共 結 来 縁 ~ あるヴァイオリン&ヴィオラ講師の戯言 ~

山川異域、風月同天、寄諸仏子、共結来縁…山川の域異れど、風月は同天にあり、諸仏の縁に寄りたる者、来たれる縁を共に結ばむ

今日はヘンデルの歌劇《リナルド》初演の日〜悲しみを長調で歌う名アリア『私を泣かせてください(Lascia ch'io pianga )』

2025年02月24日 15時55分51秒 | 音楽

今日も朝から冷え込む一日となりました。天気予報では明日から徐々に春めいてくるということでしたが、にわかには信じ難いような天候が続いています。

ところで、今日2月24日は歌劇《リナルド》が初演された日です。

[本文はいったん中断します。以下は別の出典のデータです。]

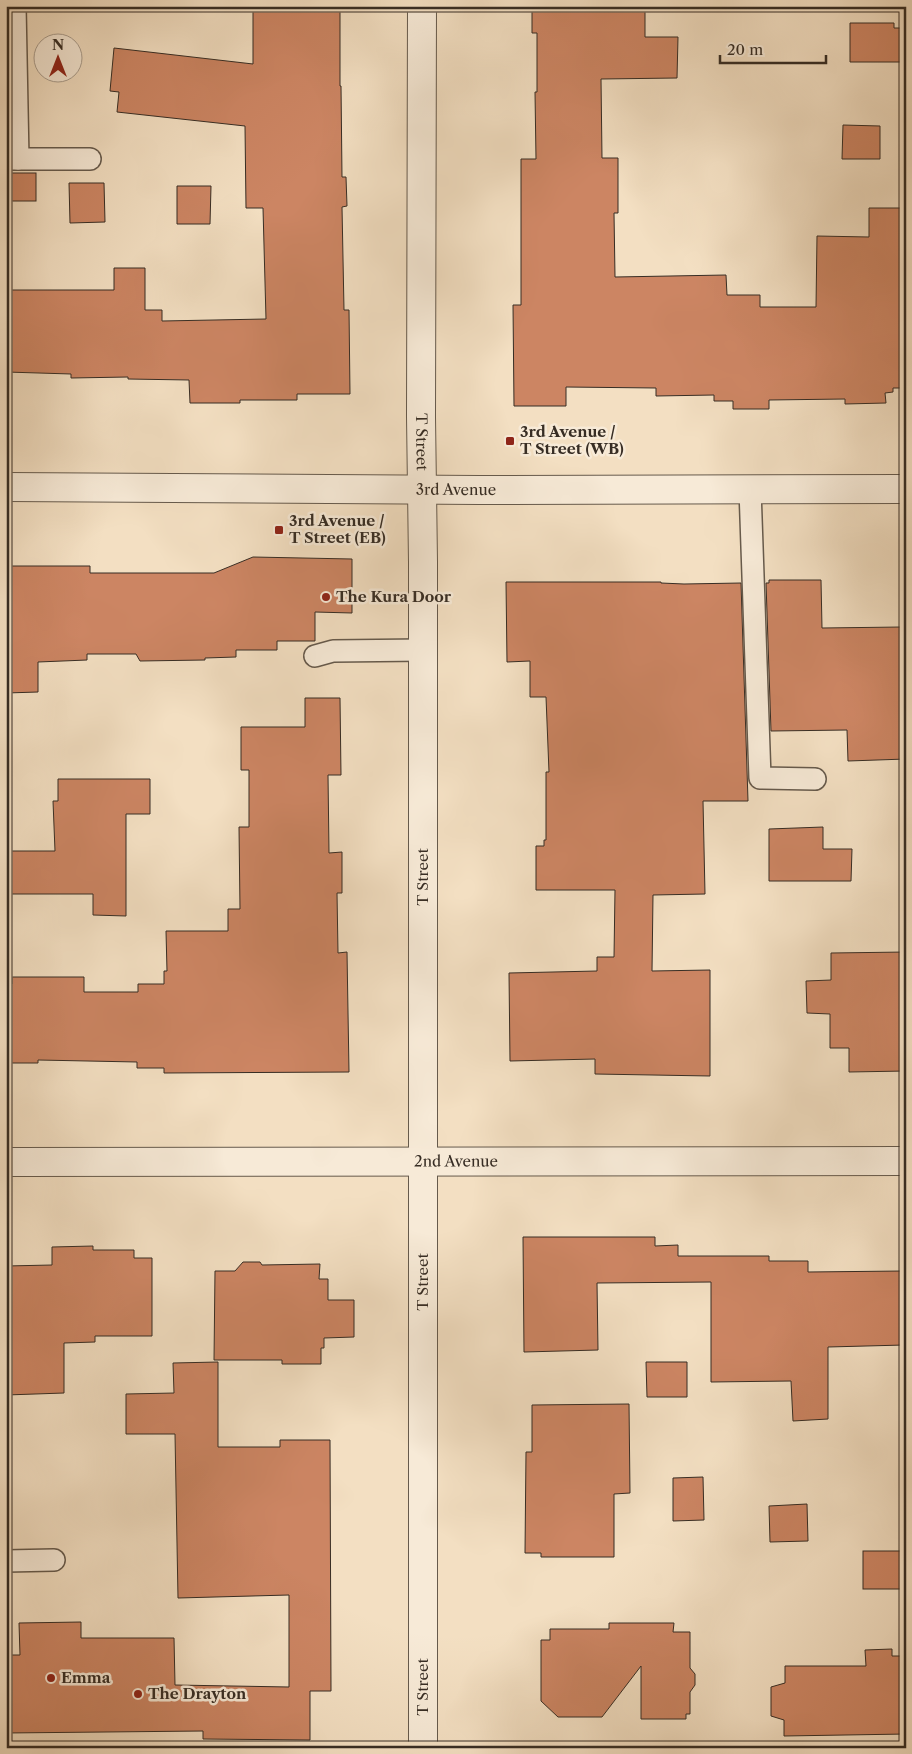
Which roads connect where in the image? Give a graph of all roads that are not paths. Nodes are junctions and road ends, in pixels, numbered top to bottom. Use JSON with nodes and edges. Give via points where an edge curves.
{"nodes":[{"id":1,"x":15,"y":6,"type":"edge"},
{"id":2,"x":422,"y":6,"type":"edge"},
{"id":3,"x":12,"y":159,"type":"edge"},
{"id":4,"x":90,"y":159,"type":"dead end"},
{"id":5,"x":6,"y":487,"type":"edge"},
{"id":6,"x":422,"y":489,"type":"junction"},
{"id":7,"x":750,"y":489,"type":"junction"},
{"id":8,"x":906,"y":489,"type":"edge"},
{"id":9,"x":423,"y":650,"type":"junction"},
{"id":10,"x":315,"y":656,"type":"dead end"},
{"id":11,"x":815,"y":779,"type":"dead end"},
{"id":12,"x":423,"y":1160,"type":"junction"},
{"id":13,"x":906,"y":1161,"type":"edge"},
{"id":14,"x":6,"y":1162,"type":"edge"},
{"id":15,"x":54,"y":1560,"type":"dead end"},
{"id":16,"x":6,"y":1561,"type":"edge"},
{"id":17,"x":423,"y":1748,"type":"edge"}],
"edges":[{"from":1,"to":3,"type":"lane"},
{"from":2,"to":6,"type":"street","name":"T Street"},
{"from":3,"to":4,"type":"lane"},
{"from":5,"to":6,"type":"street","name":"3rd Avenue"},
{"from":6,"to":7,"type":"street","name":"3rd Avenue"},
{"from":6,"to":9,"type":"street","name":"T Street"},
{"from":7,"to":8,"type":"street","name":"3rd Avenue"},
{"from":7,"to":11,"type":"lane","via":[[760,778]]},
{"from":9,"to":10,"type":"lane","via":[[333,652]]},
{"from":9,"to":12,"type":"street","name":"T Street"},
{"from":12,"to":13,"type":"street","name":"2nd Avenue"},
{"from":12,"to":14,"type":"street","name":"2nd Avenue"},
{"from":12,"to":17,"type":"street","name":"T Street"},
{"from":15,"to":16,"type":"lane"}]}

《リナルド》は



ゲオルク・フリードリヒ・ヘンデル(1685〜1759)の作曲したオペラで、イタリアの詩人トルクァート・タッソ(1544〜1595)による11世紀のエルサレムを舞台にした叙事詩『解放されたエルサレム』が原作です。

《リナルド》はロンドンで初演された最初のヘンデルのオペラで1711年2月24日の初演は大成功し、上演回数は1711年のシーズンで15回、ヘンデルの生前に合計53回を数えるほどの人気を誇りました。《オルランド》、《アルチーナ》、《テゼオ》、《アマディージ》とともに5つあるヘンデルの『魔法オペラ(魔法使いが登場するオペラ)』のひとつで、スペクタクル的な要素もふんだんに盛り込まれているのが特徴です。

ヘンデルは1706年ごろからイタリアのローマ、フィレンツェ、ヴェネツィアなどを旅行し、イタリアオペラののエッセンスを吸収することができただけではなく、自作の歌劇《アグリッピーナ》を本場ヴェネツィアで成功させることができました。1710年にはハノーファー選帝侯づきの宮廷楽長の地位を得たもののハノーファーには居つかずに旅行に出かけ、同年末になってイギリスへ渡りました。

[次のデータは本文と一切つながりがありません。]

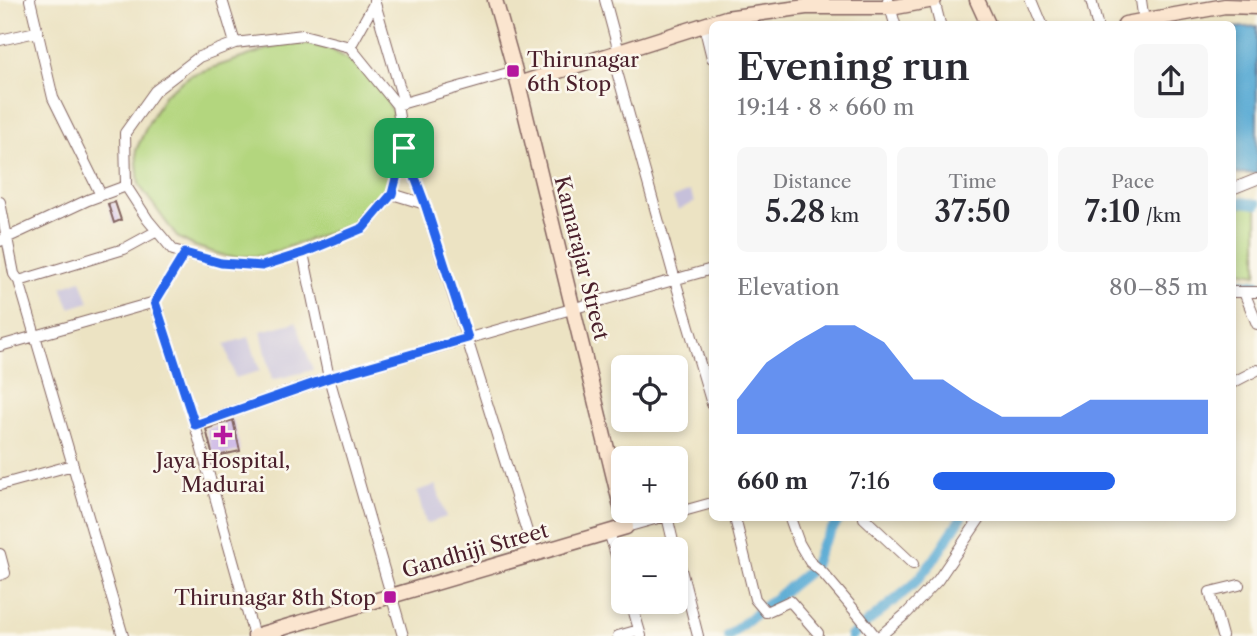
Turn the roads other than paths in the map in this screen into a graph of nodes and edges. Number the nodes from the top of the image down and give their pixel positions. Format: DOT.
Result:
graph roads {
  1 [pos="30,0"];
  2 [pos="222,0"];
  3 [pos="495,0"];
  4 [pos="605,0"];
  5 [pos="934,0"];
  6 [pos="977,0"];
  7 [pos="1032,0"];
  8 [pos="1091,0"];
  9 [pos="1141,0"];
  10 [pos="375,1"];
  11 [pos="814,4"];
  12 [pos="889,4"];
  13 [pos="758,7"];
  14 [pos="1257,7"];
  15 [pos="717,21"];
  16 [pos="894,21"];
  17 [pos="939,21"];
  18 [pos="987,21"];
  19 [pos="1041,21"];
  20 [pos="1096,21"];
  21 [pos="1144,21"];
  22 [pos="1149,21"];
  23 [pos="709,23"];
  24 [pos="704,25"];
  25 [pos="36,32"];
  26 [pos="0,38"];
  27 [pos="234,43"];
  28 [pos="709,46"];
  29 [pos="350,47"];
  30 [pos="615,53"];
  31 [pos="517,78"];
  32 [pos="401,104"];
  33 [pos="404,148"];
  34 [pos="1256,180"];
  35 [pos="126,186"];
  36 [pos="1236,188"];
  37 [pos="392,194"];
  38 [pos="101,195"];
  39 [pos="0,202"];
  40 [pos="425,204"];
  41 [pos="157,231"];
  42 [pos="3,239"];
  43 [pos="185,253"];
  44 [pos="303,253"];
  45 [pos="709,271"];
  46 [pos="675,280"];
  47 [pos="19,281"];
  48 [pos="1236,292"];
  49 [pos="1244,292"];
  50 [pos="1257,292"];
  51 [pos="155,302"];
  52 [pos="573,308"];
  53 [pos="1257,324"];
  54 [pos="36,336"];
  55 [pos="468,338"];
  56 [pos="0,346"];
  57 [pos="1257,370"];
  58 [pos="329,378"];
  59 [pos="1236,381"];
  60 [pos="709,394"];
  61 [pos="195,425"];
  62 [pos="73,465"];
  63 [pos="0,485"];
  64 [pos="709,504"];
  65 [pos="688,510"];
  66 [pos="735,521"];
  67 [pos="791,521"];
  68 [pos="867,521"];
  69 [pos="978,521"];
  70 [pos="641,523"];
  71 [pos="626,527"];
  72 [pos="609,532"];
  73 [pos="611,539"];
  74 [pos="0,554"];
  75 [pos="534,554"];
  76 [pos="913,564"];
  77 [pos="0,575"];
  78 [pos="1239,585"];
  79 [pos="391,596"];
  80 [pos="688,597"];
  81 [pos="634,614"];
  82 [pos="872,632"];
  83 [pos="640,633"];
  84 [pos="818,634"];
  85 [pos="123,636"];
  86 [pos="255,636"];
  87 [pos="403,636"];
  88 [pos="618,636"];
  89 [pos="698,636"];
  90 [pos="880,636"];
  91 [pos="1222,636"];
  1 -- 25 [label="street"];
  2 -- 27 [label="street"];
  3 -- 31 [label="main road, Kamarajar Street"];
  4 -- 30 [label="street"];
  5 -- 12 [label="main road"];
  5 -- 17 [label="street"];
  6 -- 18 [label="main road"];
  7 -- 19 [label="street"];
  8 -- 20 [label="street"];
  9 -- 21 [label="street"];
  10 -- 29 [label="street"];
  10 -- 32 [label="street"];
  11 -- 12 [label="main road"];
  11 -- 13 [label="main road"];
  12 -- 16 [label="street"];
  13 -- 15 [label="main road"];
  14 -- 22 [label="main road"];
  23 -- 24 [label="main road"];
  24 -- 28 [label="street"];
  24 -- 30 [label="main road"];
  25 -- 26 [label="street"];
  25 -- 38 [label="street"];
  27 -- 29 [label="street"];
  27 -- 35 [label="street"];
  29 -- 32 [label="street"];
  30 -- 31 [label="main road"];
  30 -- 46 [label="street"];
  31 -- 32 [label="street"];
  31 -- 52 [label="main road, Kamarajar Street"];
  32 -- 33 [label="street"];
  33 -- 37 [label="street"];
  33 -- 40 [label="street"];
  34 -- 36 [label="street"];
  35 -- 38 [label="street"];
  35 -- 41 [label="street"];
  37 -- 40 [label="street"];
  37 -- 44 [label="street"];
  38 -- 42 [label="street"];
  39 -- 42 [label="street"];
  40 -- 55 [label="street"];
  41 -- 43 [label="street"];
  41 -- 47 [label="street"];
  42 -- 47 [label="street"];
  43 -- 44 [label="street"];
  43 -- 51 [label="street"];
  44 -- 58 [label="street"];
  45 -- 46 [label="street"];
  46 -- 52 [label="street"];
  46 -- 60 [label="street"];
  47 -- 54 [label="street"];
  48 -- 49 [label="street"];
  49 -- 50 [label="street"];
  49 -- 53 [label="street"];
  51 -- 54 [label="street"];
  51 -- 61 [label="street"];
  52 -- 55 [label="street"];
  52 -- 71 [label="main road, Kamarajar Street"];
  54 -- 56 [label="street"];
  54 -- 62 [label="street"];
  55 -- 58 [label="street"];
  55 -- 75 [label="street"];
  57 -- 59 [label="street"];
  58 -- 61 [label="street"];
  58 -- 79 [label="street"];
  61 -- 86 [label="street"];
  62 -- 63 [label="street"];
  62 -- 85 [label="street"];
  64 -- 65 [label="street"];
  66 -- 84 [label="street"];
  67 -- 82 [label="street"];
  68 -- 76 [label="street"];
  69 -- 90 [label="street"];
  70 -- 71 [label="street"];
  71 -- 72 [label="main road, Gandhiji Street"];
  72 -- 73 [label="street"];
  72 -- 75 [label="main road, Gandhiji Street"];
  74 -- 77 [label="street"];
  75 -- 79 [label="main road, Gandhiji Street"];
  78 -- 91 [label="street"];
  79 -- 86 [label="main road, Gandhiji Street"];
  79 -- 87 [label="street"];
  80 -- 89 [label="street"];
  81 -- 83 [label="street"];
  83 -- 88 [label="street"];
}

ロンドンでヘンデルはヘイマーケット劇場の支配人アーロン・ヒルと知り合い、ヒルはタッソーを元に脚本を書いて、それをもとにジャコモ・ロッシが台本を仕立てました。速筆で知られるヘンデルはわずか2週間でこのオペラに作曲し、台本の作成が追いつかないほどであったといいます。

ただし、オペラのうちの15曲は過去の自作からの流用であったことが速筆を可能にした要因でもありました。完成したオペラはシーズン中に15回も上演されるという大成功をおさめ、ヘンデルはシーズンが終わる1711年6月までロンドンに滞在しました。

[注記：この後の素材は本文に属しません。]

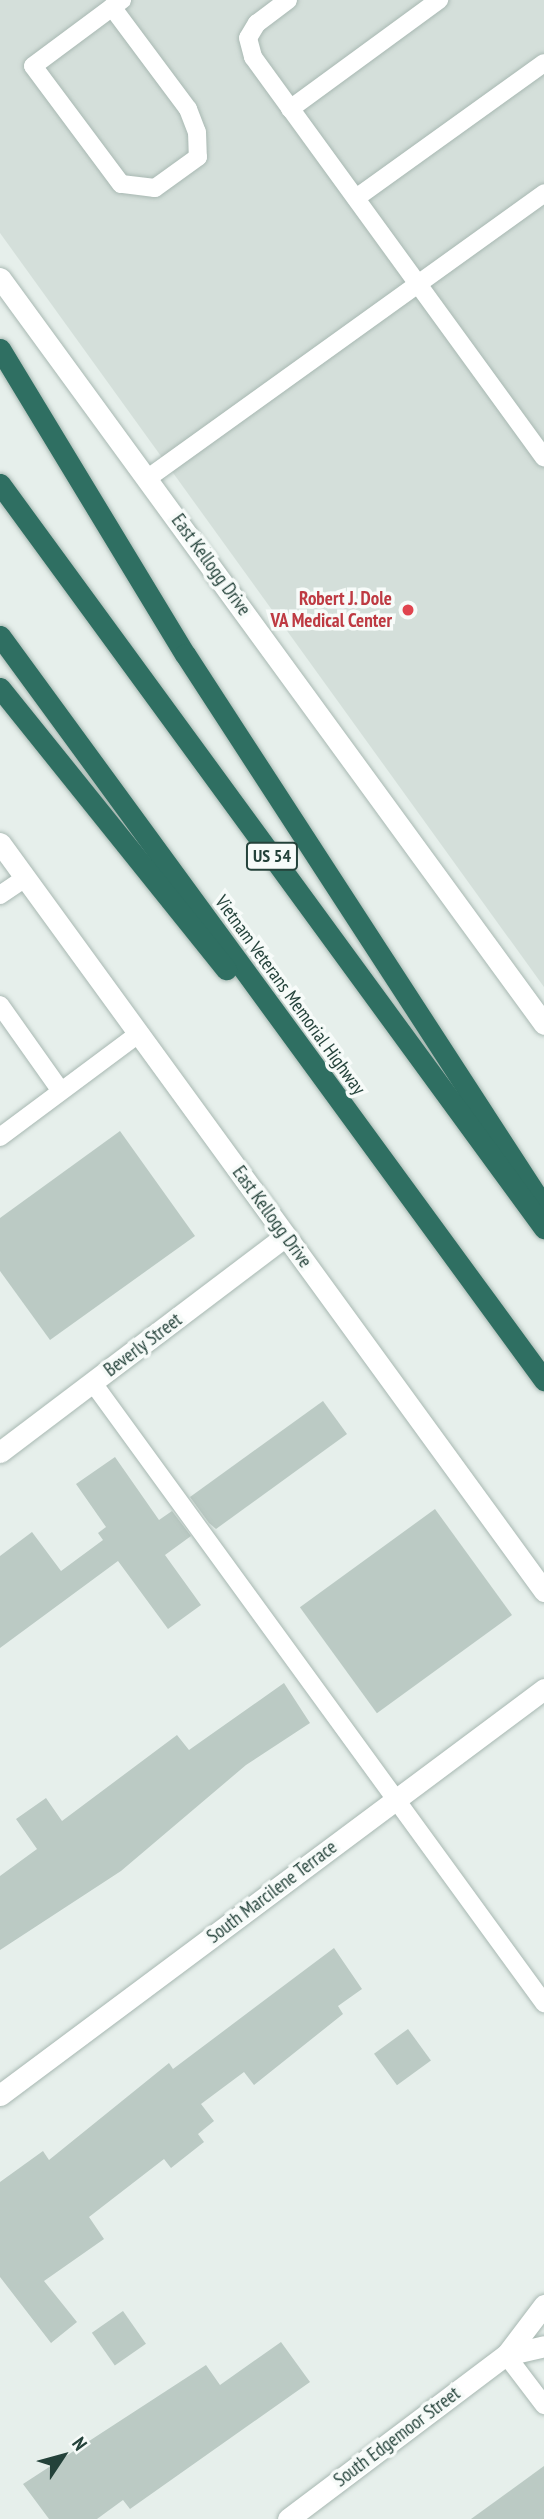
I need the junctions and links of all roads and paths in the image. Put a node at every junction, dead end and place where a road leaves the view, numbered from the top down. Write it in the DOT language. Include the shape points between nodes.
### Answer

全部観ると3時間近くかかるので、今回はその中から有名なアリア『私を泣かせてください(Lascia ch’io pianga)』をご紹介しようと思います。



(ヘンデルの自筆譜)

『私を泣かせてください』 は主人公である十字軍の英雄リナルドの恋人アルミレーナのアリアで、エルサレムのイスラーム側の魔法使いの囚われの身になったアルミレーナが、敵軍の王アルガンテに求愛されても愛するリナルドへの貞節を守るため


Lascia ch'io pianga

mia cruda sorte,

e che sospiri la libertà.

Il duolo infranga queste ritorte

de' miei martiri sol per pietà.


どうか泣くのをお許しください

この過酷な運命に

どうか自由にあこがれることをお許しください

わが悲しみは、打ち続く受難に鎖されたまま

憐れみさえも受けられないのであれば


とアルガンテに歌うアリアです。後に19世紀のイタリアの音楽学者アレッサンドロ・パリゾッティ(1853〜1913)が17〜18世紀のオペラや宗教曲のアリアを編曲・編集して1914年にリコルディ社から出版した“Arie antiche”(古典アリア集)に含まれていたため単独で有名になり、日本では



“Arie antiche”を基にした『イタリア歌曲集』に掲載されている曲として知られていて、今でも音大生の必須歌曲のひとつとなっています。


そんなわけで、今日はヘンデルの歌劇《リナルド》から名アリア『私を泣かせてください』をお聴きいただきたいと思います。絶望や悲しみを長調で歌う、ヘンデル歌曲の真骨頂をご堪能ください。